The Prompter Room

For Wednesday, March 16, 2016:


“To write a sentence is to enter the threshold of mystery.”

Jane Hirschfeld

“A word after a word after a word is power.”

Margaret Atwood

Something in me prefers the mystery to the power.  Both statements are true in their ways, but I prefer the open-to-possibilities of the first.  That one feels more hospitable, more welcoming, more inviting, both as the one who is writing and for the reader.

At the same time I must remind myself that there can be power in mystery.  The word ‘power’ doesn’t have to mean hit-’em-over-the-head violence, of course.  In our everyday lives, there’s power in silence, in tears, in an insight.  A lot depends on how we choose to or need to define the word.

Ironically, ‘mystery’ is a little less ambiguous.  According to the thesaurus, the antonyms for ‘mystery’ are ‘known’ and ‘understanding.’  There are a few more for ‘mysterious,’ but not all that many: apparent, plain, obvious, straightforward, tangible, and – my favorite – unmysterious.
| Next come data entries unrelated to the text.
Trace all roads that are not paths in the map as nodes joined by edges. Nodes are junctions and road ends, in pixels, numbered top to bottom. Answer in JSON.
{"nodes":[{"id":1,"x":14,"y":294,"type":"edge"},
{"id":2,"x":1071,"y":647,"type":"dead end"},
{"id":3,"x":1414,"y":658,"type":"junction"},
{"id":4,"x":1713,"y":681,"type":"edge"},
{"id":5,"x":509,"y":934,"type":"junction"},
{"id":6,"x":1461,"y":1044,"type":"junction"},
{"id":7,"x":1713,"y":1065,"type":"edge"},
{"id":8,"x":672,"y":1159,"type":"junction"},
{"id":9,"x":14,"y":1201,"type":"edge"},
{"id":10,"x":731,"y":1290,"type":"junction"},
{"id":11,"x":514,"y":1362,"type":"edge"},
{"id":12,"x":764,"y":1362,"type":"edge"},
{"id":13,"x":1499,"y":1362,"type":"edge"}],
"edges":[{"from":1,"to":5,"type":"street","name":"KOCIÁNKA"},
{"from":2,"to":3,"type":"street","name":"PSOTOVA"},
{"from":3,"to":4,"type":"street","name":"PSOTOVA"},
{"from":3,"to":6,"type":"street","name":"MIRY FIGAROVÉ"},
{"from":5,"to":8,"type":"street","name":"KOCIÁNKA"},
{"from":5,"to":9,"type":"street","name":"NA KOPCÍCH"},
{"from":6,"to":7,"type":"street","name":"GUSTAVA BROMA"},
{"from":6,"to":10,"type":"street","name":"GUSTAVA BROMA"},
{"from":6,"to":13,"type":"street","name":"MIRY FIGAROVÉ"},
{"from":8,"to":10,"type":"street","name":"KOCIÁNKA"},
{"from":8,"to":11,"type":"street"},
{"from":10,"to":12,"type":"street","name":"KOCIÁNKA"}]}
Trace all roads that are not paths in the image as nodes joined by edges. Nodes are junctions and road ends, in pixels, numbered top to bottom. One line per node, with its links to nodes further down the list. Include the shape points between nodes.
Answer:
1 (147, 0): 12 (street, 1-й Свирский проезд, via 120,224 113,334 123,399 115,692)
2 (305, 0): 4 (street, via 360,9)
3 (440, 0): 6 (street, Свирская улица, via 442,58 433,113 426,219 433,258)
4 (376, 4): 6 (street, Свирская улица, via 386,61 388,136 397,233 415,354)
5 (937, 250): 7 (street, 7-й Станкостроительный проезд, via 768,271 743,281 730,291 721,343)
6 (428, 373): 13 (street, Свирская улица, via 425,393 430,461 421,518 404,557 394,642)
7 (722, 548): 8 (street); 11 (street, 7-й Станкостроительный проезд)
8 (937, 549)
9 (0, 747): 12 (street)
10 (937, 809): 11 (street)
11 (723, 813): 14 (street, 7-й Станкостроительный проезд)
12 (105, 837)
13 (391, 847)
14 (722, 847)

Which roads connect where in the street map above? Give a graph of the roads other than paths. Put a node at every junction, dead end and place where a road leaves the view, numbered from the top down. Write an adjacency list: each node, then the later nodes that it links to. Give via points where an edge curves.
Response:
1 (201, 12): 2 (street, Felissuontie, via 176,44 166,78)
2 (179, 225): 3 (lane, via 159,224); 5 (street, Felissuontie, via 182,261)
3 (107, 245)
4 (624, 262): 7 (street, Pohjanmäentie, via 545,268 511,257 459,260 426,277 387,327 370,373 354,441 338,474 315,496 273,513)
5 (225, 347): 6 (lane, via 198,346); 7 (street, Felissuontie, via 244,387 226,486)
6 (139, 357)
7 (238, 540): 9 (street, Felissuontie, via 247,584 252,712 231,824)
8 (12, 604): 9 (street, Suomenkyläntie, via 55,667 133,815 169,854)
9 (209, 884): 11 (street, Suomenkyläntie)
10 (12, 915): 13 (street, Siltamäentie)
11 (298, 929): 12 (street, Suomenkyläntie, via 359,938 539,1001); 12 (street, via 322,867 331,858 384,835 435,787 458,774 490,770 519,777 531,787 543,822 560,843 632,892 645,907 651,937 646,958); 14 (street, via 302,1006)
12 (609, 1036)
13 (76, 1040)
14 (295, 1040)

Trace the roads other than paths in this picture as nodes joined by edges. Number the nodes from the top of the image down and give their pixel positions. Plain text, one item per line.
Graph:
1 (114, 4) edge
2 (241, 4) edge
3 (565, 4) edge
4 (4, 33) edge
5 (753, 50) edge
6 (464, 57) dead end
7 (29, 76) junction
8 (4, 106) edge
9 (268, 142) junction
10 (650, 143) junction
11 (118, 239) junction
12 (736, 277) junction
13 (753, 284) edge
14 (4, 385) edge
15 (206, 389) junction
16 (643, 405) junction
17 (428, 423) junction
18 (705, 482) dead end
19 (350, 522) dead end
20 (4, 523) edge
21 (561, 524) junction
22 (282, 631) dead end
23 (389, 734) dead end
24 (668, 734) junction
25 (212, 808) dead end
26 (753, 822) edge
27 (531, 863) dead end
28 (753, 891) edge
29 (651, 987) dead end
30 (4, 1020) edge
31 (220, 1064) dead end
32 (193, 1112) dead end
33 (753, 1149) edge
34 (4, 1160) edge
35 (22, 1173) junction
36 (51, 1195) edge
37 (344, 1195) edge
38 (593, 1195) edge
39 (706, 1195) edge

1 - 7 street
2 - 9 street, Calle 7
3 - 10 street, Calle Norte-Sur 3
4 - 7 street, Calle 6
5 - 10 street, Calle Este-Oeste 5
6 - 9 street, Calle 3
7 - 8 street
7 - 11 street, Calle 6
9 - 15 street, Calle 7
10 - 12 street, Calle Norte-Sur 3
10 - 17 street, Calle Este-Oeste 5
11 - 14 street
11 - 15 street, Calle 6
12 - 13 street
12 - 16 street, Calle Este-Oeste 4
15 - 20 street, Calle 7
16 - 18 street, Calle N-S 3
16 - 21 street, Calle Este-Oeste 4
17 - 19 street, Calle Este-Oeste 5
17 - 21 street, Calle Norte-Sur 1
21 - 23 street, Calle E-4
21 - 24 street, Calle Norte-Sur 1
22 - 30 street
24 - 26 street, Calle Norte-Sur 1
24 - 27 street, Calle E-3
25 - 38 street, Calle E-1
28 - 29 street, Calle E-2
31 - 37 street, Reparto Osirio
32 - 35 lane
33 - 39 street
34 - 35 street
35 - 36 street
‘Power,’ on the other hand, has three definitions – the concepts of the nouns are ability and competence, physical ability and capability, and control and dominance – and thus, together, more antonyms.  Regardless which definition one chooses, though, the antonyms all have to do with being ineffective, or disability, surrender,  weakness, incompetence, yielding, and the like.

So …

When I started this post, when I wrote that first sentence, I had no idea where I was going.  After this exegesis, though, I know now why I prefer the threshold of mystery.